ASSIGNED TASK → Return, from the material below, each line in which "Harley" occurs.

================

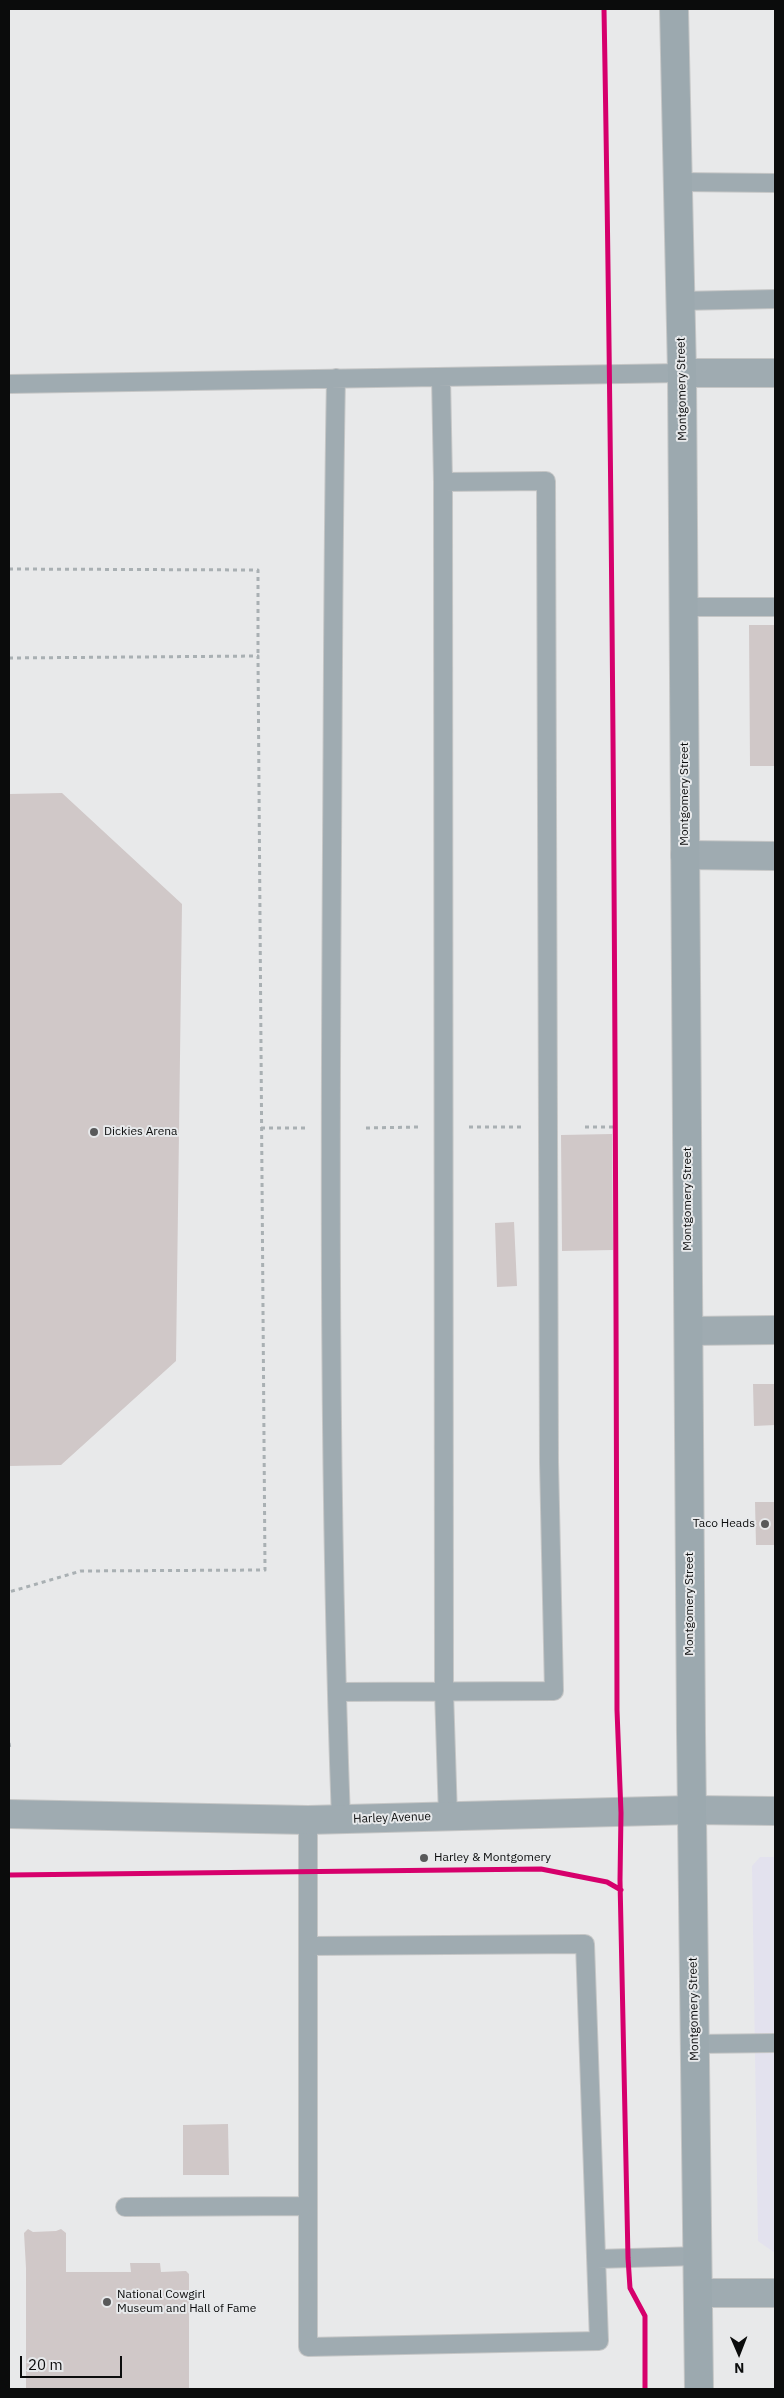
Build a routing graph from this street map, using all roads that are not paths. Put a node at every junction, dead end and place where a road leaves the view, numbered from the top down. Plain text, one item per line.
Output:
1 (674, 9) edge
2 (678, 182) junction
3 (775, 183) edge
4 (775, 299) edge
5 (680, 301) junction
6 (682, 373) junction
7 (775, 373) edge
8 (441, 377) junction
9 (336, 378) junction
10 (9, 384) edge
11 (442, 482) junction
12 (684, 607) junction
13 (775, 607) edge
14 (685, 856) junction
15 (775, 856) edge
16 (775, 1330) edge
17 (688, 1331) junction
18 (444, 1691) junction
19 (337, 1692) junction
20 (692, 1810) junction
21 (775, 1811) edge
22 (9, 1814) edge
23 (448, 1817) junction
24 (308, 1820) junction
25 (341, 1820) junction
26 (308, 1946) junction
27 (775, 2042) edge
28 (695, 2044) junction
29 (308, 2206) junction
30 (125, 2207) dead end
31 (698, 2256) junction
32 (597, 2259) junction
33 (698, 2293) junction
34 (775, 2293) edge
35 (700, 2389) edge

1 - 2 main road, Montgomery Street
2 - 3 lane
2 - 5 main road, Montgomery Street
4 - 5 lane
5 - 6 main road, Montgomery Street
6 - 7 street
6 - 8 lane
6 - 12 main road, Montgomery Street
8 - 9 lane
8 - 11 lane
9 - 10 lane
9 - 19 lane
11 - 18 lane
11 - 18 lane
12 - 13 lane
12 - 14 main road, Montgomery Street
14 - 15 street
14 - 17 main road, Montgomery Street
16 - 17 street
17 - 20 main road, Montgomery Street
18 - 19 lane
18 - 23 lane
19 - 25 lane
20 - 21 street, Harley Avenue
20 - 23 street, Harley Avenue
20 - 28 main road, Montgomery Street
22 - 24 street, Harley Avenue
23 - 25 street, Harley Avenue
24 - 25 street, Harley Avenue
24 - 26 lane
26 - 29 lane
26 - 32 lane
27 - 28 lane
28 - 31 main road, Montgomery Street
29 - 30 lane
29 - 32 lane
31 - 32 lane
31 - 33 main road, Montgomery Street
33 - 34 street
33 - 35 main road, Montgomery Street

================

RESPONSE TO THIS EXERCISE →
20 - 21 street, Harley Avenue
20 - 23 street, Harley Avenue
22 - 24 street, Harley Avenue
23 - 25 street, Harley Avenue
24 - 25 street, Harley Avenue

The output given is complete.